5. Brun the Robber/L'inglesina/Lady Isabel and the Elf-Knight     6. De Två Systrarna / The Cruel Sister      7.  Interactive Exercises



6.   De Två Systrarna (The two sisters ) / Cruel Sister


This Scandinavian ballad, De Tva Systrarna, is the root for the Scottish variant that follows.


Där bodde en bonde vid sjöastrand
Blåser kallt kallt väder över sjön
Och tvenne döttrar hade han.
Blåser kallt kallt väder över sjön.

Den ena var vit som den klara sol
Blåser kallt kallt väder över sjön
Den andra var svart som den svartaste kol.
Blåser kallt kallt väder över sjön.

”Vi tvättar oss bägge i vattnet nu
Så blir jag väl som viter som du.”

”Å tvättar du dig både nätter och dar
Så aldrig du blir som viter som jag.”

Och som de nu stodo på sjöastrand
Så stötte den fulaste sin syster av sand.

”Kära min syster du hjälp mig i land
Och dig vill jag giva min lille fästeman.”

”Din fästeman honom får jag ändå

Men aldrig ska du mer på gröna jorden gå.”
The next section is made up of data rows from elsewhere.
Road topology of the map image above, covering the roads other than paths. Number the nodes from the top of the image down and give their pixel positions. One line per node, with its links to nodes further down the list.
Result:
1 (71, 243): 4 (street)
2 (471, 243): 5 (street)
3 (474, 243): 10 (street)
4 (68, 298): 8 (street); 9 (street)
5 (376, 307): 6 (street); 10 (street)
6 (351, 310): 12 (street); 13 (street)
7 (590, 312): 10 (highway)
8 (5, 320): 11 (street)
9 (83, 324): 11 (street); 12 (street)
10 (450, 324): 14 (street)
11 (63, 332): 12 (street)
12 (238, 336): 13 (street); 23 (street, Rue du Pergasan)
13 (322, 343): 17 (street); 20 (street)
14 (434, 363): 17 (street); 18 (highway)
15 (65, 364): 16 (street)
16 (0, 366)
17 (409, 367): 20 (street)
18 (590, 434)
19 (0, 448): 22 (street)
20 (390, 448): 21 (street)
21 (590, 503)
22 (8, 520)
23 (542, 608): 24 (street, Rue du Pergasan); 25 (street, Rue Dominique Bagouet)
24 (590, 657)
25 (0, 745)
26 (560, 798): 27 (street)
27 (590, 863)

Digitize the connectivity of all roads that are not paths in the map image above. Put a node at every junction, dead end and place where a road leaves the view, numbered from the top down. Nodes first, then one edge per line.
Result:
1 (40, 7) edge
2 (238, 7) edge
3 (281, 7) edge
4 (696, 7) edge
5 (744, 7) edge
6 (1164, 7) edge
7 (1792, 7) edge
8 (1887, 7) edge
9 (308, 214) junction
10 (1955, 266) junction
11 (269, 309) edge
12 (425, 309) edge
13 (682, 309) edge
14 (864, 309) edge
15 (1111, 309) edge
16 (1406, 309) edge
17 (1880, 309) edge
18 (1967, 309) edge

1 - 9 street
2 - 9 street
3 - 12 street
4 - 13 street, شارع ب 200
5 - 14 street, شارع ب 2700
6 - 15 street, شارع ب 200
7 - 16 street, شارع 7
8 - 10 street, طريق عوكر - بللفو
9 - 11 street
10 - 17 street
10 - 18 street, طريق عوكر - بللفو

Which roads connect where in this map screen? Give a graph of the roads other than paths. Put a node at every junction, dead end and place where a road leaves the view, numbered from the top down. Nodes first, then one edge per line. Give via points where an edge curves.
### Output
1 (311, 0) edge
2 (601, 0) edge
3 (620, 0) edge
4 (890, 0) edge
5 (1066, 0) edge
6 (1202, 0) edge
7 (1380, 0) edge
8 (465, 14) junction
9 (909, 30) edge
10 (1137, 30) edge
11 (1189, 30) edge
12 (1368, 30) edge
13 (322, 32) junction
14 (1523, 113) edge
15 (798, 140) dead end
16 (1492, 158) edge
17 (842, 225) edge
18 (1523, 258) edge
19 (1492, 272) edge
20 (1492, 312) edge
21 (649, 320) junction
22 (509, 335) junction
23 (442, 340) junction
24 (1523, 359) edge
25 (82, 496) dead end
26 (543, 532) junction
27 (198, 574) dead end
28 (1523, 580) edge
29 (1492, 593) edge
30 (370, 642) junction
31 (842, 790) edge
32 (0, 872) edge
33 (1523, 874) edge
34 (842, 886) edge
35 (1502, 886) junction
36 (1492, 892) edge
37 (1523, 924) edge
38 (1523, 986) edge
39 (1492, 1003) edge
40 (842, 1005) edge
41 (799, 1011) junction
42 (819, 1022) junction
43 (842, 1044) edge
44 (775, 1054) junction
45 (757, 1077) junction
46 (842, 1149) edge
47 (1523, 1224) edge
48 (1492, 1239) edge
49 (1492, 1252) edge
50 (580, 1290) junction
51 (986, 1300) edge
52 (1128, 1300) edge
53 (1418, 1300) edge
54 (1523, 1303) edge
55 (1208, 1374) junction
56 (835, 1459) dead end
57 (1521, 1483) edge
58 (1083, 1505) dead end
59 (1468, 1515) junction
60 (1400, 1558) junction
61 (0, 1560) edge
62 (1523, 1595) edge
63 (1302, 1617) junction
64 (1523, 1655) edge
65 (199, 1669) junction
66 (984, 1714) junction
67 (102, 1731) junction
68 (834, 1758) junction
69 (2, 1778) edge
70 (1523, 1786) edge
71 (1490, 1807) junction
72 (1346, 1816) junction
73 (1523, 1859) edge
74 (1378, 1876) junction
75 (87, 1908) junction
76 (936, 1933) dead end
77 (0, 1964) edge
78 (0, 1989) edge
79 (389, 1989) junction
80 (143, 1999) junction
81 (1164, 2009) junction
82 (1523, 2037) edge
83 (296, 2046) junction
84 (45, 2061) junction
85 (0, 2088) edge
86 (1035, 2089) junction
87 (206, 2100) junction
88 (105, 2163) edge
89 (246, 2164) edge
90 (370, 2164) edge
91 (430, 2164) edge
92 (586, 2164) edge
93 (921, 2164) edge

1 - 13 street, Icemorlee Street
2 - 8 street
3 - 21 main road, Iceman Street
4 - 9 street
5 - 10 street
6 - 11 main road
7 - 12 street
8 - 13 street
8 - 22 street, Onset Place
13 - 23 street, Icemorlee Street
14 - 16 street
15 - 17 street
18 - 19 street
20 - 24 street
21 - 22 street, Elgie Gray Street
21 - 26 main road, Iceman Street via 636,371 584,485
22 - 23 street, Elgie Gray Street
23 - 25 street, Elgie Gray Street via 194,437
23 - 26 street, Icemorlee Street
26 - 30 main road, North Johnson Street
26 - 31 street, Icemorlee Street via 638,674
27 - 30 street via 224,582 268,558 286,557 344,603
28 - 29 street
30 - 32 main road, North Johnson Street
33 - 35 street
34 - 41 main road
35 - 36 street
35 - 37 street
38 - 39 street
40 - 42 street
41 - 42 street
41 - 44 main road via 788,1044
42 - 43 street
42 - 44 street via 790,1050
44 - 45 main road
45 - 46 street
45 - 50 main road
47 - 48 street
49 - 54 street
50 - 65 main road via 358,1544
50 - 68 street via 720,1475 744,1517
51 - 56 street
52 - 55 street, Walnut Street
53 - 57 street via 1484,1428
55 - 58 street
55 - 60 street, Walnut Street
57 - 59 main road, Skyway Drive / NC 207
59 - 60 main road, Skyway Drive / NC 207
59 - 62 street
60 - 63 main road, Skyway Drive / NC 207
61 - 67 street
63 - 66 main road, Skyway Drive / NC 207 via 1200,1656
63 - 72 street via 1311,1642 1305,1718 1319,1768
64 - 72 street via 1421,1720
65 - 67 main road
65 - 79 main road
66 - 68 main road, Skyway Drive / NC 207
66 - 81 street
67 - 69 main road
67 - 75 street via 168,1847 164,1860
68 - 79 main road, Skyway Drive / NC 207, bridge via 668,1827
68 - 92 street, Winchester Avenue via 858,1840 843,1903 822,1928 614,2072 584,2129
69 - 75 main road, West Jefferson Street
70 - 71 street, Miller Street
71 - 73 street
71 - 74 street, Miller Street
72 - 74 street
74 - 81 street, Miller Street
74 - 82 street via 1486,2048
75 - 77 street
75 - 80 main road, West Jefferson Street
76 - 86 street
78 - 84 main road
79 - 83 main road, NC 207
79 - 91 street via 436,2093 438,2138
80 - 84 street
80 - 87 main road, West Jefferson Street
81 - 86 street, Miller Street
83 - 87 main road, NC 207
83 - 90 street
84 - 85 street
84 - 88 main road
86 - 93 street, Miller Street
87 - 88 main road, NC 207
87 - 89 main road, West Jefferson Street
Där bodde en spelman vid en strand
Han såg i vattnet var liket det sam.
Spelemannen henne till stranden bar
Och gjorde av henne en harpa så rar

Spelemannen tog hennes guldgula hår
Harporsträngar därav han slog

Spelemannen tog hennes fingrar små
Gjorde harpan tapplor på
Spelemannen tog hennes snövita bröst
Harpan hon klinga med ljuvelig röst

Så bar harpan i bröllopsgård
Där bruden hon dansar med gulleband i hår

Trenne slag uppå gullharpan rann
Den bruden har tagit min lille fästeman

Om söndan så satt hon i brudstol röd
Blåser kallt kallt väder över sjön
Om måndan hon brändes i aska och dö
Blåser kallt kallt väder över sjön.

Once lived a peasant near a lakeshore

Cold, cold winds are blowing from the lake

Two daughters he had

Cold, cold winds are blowing from the lake


One of them was bright like the sun

Cold, cold winds are blowing from the lake

The other was dark like the darkest coal/charcoal

Cold, cold winds are blowing from the lake


Come; let us go end wash ourselves in the lakeshore

Cold, cold winds are blowing from the lake

So I will be as white as you

Cold, cold winds are blowing from the lake


Washing yourself day and night

Cold, cold winds are blowing from the lake

Will never make you as bright as I am

Cold, cold winds are blowing from the lake


When they stood there on the lakeshore

Cold, cold winds are blowing from the lake

Pushed the oldest one her sister to water

Cold, cold winds are blowing from the lake


Oh my dearest sister, help me to the shore

Cold, cold winds are blowing from the lake

I will give you my beloved one

Cold, cold winds are blowing from the lake


Your beloved one will come to me anyway

Cold, cold winds are blowing from the lake

But you shall never walk on God’s green land anymore

Cold, cold winds are blowing from the lake


There lived a folk musician close to the shore

Cold, cold winds are blowing from the lake

He saw in the bay the swimming corpse

Cold, cold winds are blowing from the lake


He carried the little maiden to the shore

Cold, cold winds are blowing from the lake

Of her body made the sweetest harp

Cold, cold winds are blowing from the lake


He took the little maiden’s golden hair

He made tiny strings on the harp

The musician took her tiny fingers

He made (tapplor?) on/of the harp


He took the little maiden’s snow-white breasts

This harp shall tickle delightful sounds


Then they took to the wedding (garden)

Cold, cold winds are blowing from the lake

Where the bride danced with golden ribbon on her hair

Cold, cold winds are blowing from the lake


Three sounds from the harp were blown/played

Cold, cold winds are blowing from the lake

That bride had taken my beloved one


When the third sound from the harp was played

Cold, cold winds are blowing from the lake

The maiden who sat on the bride’s chair was dead

Cold, cold winds are blowing from the lake



Cruel sister

(Child 10)

The ballad Cruel Sister or Two Sisters as we have seen comes from the Scandinavian countries where it is still sung. As usual when a ballad comes from another country you lose details or you add deeds and characters that are closer to the communities that sing the tale. However there are so many versions of this ballad in all Scandinavian languages with so many variants that it is impossible to go back to a feasible original story. As the ballad exists in English in form of fairy tale and it contains many recurrent episodes found in some Scandinavian versions we can attain to this as a possible complete story.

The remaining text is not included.